Dr. Geggel said that it is important for the surgeon to pause to examine the flap under high magnification to ensure proper flap orientation. Usually the lost flap is slightly irregular, and the surgeons can put it together like a jigsaw puzzle.
“With these lost flaps, there’s an increased risk for epithelial ingrowth, so you want to make sure that there’s been no epithelium that’s been pushed down onto the stroma of the patient’s cornea or the back of the flap,” he said. A cellulose sponge can be used to remove the epithelium on both sides of the stroma.
He also recommends air drying the flap for a longer amount of time once it’s reattached just to make sure it is adherent. He said that in this case he would air dry the flap for five to 10 minutes instead of two minutes as he usually does for a routine LASIK procedure.
Dr. Geggel said that a bandage contact lens should be used and that the patient should be examined for up to two hours after surgery. He also recommends seeing the patient regularly for a week to make sure that the flap is not slipping and that there is no sign of infection.
If the lost flap slips after the first day, Dr. Geggel recommends suturing the flap and using frequent antibiotic and steroid drops to prevent infection and the formation of diffuse lamellar keratitis (DLK).
Slipped flaps
In the second part of his talk, Dr. Geggel said he will be discussing slipped flaps.
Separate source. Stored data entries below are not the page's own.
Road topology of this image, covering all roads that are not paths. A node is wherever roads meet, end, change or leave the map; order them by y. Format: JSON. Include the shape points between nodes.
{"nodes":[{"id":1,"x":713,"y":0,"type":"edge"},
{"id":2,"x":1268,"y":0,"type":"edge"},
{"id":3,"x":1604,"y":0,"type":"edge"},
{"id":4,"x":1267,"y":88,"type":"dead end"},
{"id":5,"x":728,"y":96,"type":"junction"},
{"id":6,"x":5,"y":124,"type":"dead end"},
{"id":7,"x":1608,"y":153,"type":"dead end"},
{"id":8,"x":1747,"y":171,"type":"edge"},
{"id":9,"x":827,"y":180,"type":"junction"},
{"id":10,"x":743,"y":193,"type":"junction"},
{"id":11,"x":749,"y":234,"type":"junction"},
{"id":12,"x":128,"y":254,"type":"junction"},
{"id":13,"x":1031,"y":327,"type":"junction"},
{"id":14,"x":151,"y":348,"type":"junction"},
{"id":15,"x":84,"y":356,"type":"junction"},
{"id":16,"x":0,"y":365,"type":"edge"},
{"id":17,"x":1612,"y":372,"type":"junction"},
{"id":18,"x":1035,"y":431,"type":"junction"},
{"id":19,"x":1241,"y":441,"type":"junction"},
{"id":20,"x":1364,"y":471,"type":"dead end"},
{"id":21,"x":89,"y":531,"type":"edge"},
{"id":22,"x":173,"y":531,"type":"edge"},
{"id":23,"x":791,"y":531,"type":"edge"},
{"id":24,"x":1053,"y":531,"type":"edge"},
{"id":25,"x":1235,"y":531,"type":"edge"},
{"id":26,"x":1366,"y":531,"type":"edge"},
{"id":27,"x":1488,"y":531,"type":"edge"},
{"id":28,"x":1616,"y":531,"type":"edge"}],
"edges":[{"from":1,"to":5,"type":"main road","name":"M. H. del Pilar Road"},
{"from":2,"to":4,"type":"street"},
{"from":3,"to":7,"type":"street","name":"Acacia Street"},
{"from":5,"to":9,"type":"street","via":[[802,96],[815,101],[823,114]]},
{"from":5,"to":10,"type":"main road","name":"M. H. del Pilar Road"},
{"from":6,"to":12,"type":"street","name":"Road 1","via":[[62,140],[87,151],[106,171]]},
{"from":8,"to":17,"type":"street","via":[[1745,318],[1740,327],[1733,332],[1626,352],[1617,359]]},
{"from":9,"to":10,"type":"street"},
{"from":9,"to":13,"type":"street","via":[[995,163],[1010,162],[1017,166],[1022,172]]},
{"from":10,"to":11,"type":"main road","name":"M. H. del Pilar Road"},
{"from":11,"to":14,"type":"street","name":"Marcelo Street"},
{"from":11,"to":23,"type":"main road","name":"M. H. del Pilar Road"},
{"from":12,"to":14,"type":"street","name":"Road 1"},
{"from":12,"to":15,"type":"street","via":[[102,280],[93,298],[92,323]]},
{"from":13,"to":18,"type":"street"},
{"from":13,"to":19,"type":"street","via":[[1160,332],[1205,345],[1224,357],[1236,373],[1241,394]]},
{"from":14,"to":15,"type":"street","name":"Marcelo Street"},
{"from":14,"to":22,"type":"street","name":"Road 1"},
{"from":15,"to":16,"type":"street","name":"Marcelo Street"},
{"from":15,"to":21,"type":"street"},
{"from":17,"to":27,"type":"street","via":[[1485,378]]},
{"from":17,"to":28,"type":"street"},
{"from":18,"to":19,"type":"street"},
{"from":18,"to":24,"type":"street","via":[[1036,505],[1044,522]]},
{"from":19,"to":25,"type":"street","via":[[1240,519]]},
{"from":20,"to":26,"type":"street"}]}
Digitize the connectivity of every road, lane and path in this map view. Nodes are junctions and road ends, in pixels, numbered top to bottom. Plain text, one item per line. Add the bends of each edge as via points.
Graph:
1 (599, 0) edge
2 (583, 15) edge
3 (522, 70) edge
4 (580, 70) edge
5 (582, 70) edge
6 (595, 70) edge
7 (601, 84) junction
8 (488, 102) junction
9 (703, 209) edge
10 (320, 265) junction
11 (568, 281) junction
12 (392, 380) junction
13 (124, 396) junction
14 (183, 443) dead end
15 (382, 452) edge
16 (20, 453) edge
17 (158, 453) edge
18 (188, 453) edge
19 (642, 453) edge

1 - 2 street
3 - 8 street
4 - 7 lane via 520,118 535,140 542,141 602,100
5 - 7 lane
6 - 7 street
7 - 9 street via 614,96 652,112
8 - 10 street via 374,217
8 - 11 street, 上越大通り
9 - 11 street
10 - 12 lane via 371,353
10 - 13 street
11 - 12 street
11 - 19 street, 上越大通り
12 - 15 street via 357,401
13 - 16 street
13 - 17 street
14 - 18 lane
“Slipped flaps are more common [than lost flap],” he said. “Usually, in my experience, it happens within the first 24 hours, which is why you see the patient [for an appointment] the next day. In my experience, if the flap is in proper position on day one, it doesn’t slip unless someone gets hit in the eye.”
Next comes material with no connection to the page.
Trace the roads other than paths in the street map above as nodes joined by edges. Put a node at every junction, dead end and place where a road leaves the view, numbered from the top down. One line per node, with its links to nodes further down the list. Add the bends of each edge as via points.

The sooner the flap is fixed the better. Therefore, Dr. Geggel recommends fixing it that afternoon or the next day because if the flap slips, it can get macrostriae, which can get harder to remove as the days go by.
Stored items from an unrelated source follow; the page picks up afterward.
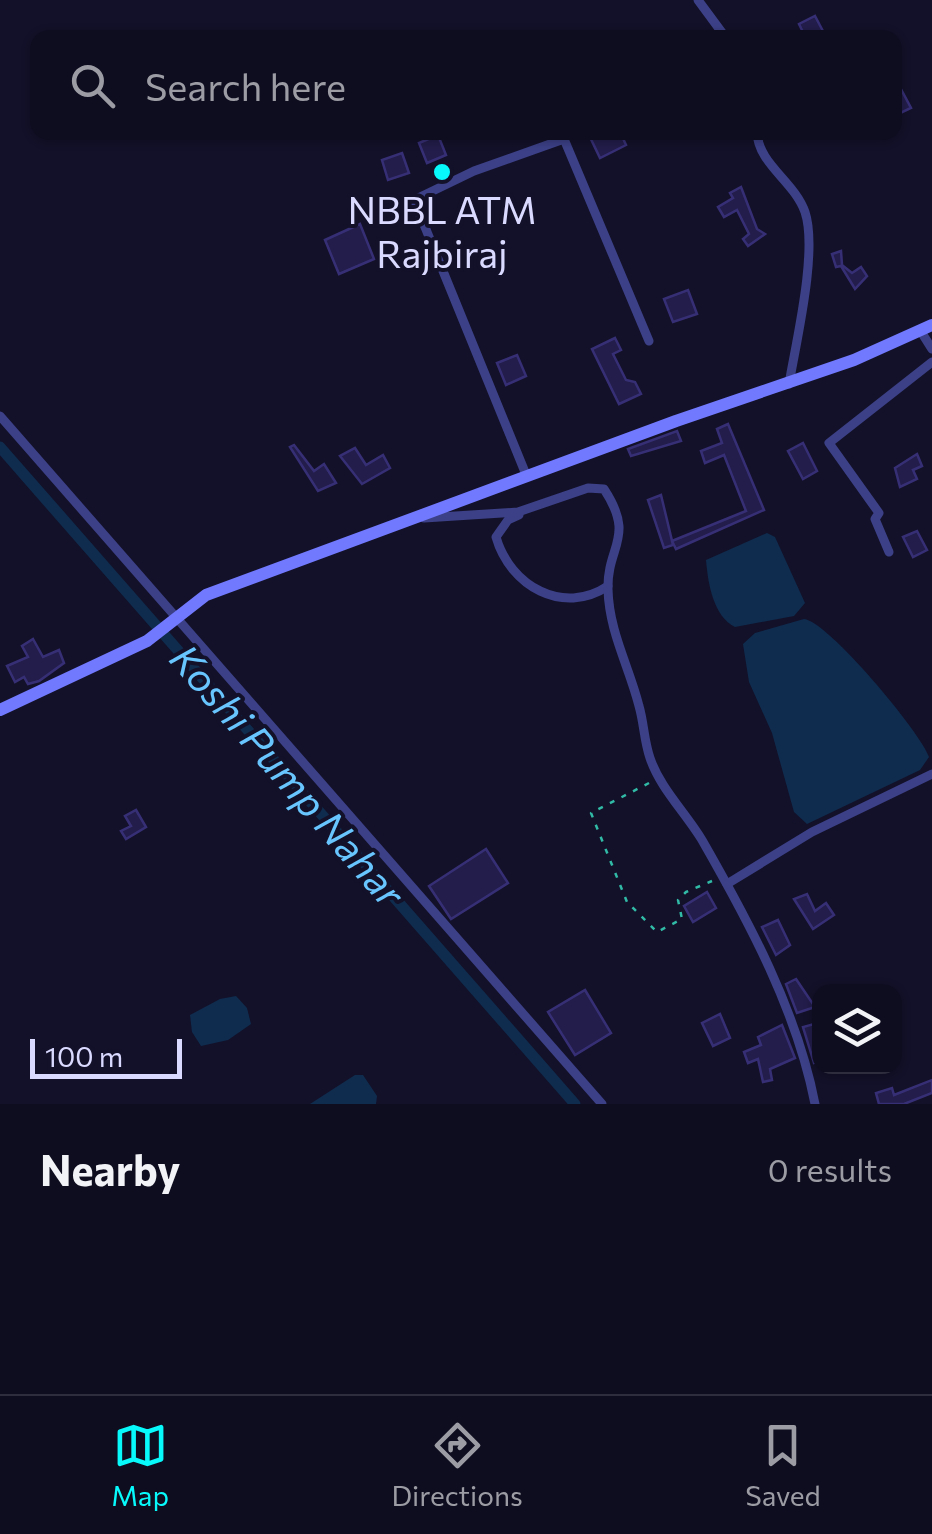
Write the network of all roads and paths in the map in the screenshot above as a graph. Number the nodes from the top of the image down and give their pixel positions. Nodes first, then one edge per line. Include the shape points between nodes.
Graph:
1 (698, 0) edge
2 (720, 30) edge
3 (561, 140) edge
4 (564, 140) edge
5 (757, 140) edge
6 (926, 327) edge
7 (649, 340) dead end
8 (932, 349) edge
9 (932, 362) edge
10 (789, 384) junction
11 (0, 416) edge
12 (527, 477) junction
13 (552, 499) junction
14 (421, 518) junction
15 (889, 552) dead end
16 (608, 586) junction
17 (175, 617) junction
18 (0, 710) edge
19 (932, 774) edge
20 (660, 778) junction
21 (725, 881) junction
22 (602, 1104) edge
23 (815, 1104) edge

1 - 2 street
3 - 12 street via 414,200
4 - 7 street
5 - 10 street via 806,213 807,282
6 - 8 street
6 - 10 street
9 - 15 street via 829,443 879,513 875,519
10 - 12 street
11 - 17 street
12 - 14 street
13 - 14 street via 518,512
13 - 16 street via 604,489 616,508 621,539
13 - 16 street via 508,520 496,537 502,556 559,600 588,599
14 - 17 street via 206,595
16 - 20 street via 616,642
17 - 18 street via 147,641
17 - 22 street
19 - 21 street
20 - 21 street
20 - 21 path via 592,812 627,902 657,932 682,919 678,900 686,892
21 - 23 street via 779,991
Dr Geggel said there are different techniques for putting a slipped flap back in proper position.
The ophthalmologist has to make the decision whether or not to remove the central 4 mm of the epithelium, because the epithelium can hold the folds in the fixed position. In his opinion, removing the epithelium will lead to removing the macrostriae with greater ease.
Caring for lost or slipped flaps
Dr. Geggel said the procedure after the flap is re-adhered is the same for both lost and slipped flaps.
He said, “I air dry it a little bit longer. I use a bandage contact lens. If it becomes redislocated the next day, I’ll consider suturing. And you really have to worry about DLK, so I will give the patients more topical steroids than I normally do. In these cases I do usually give them two to three days of oral steroids to minimize DLK, and again the usual topical antibiotics.”
Dr. Geggel noted that patients will notice immediately that something has happened if they have a lost or slipped flap but that in 999 times out of 1,000 of these cases, the flap will have been dislocated, not amputated.
To his knowledge there have been only two case reports of amputated flaps, so slipped flaps are a more common concern for the surgeon performing refractive surgery.
Editors’ note: Dr. Geggel has no financial interest related to his comments.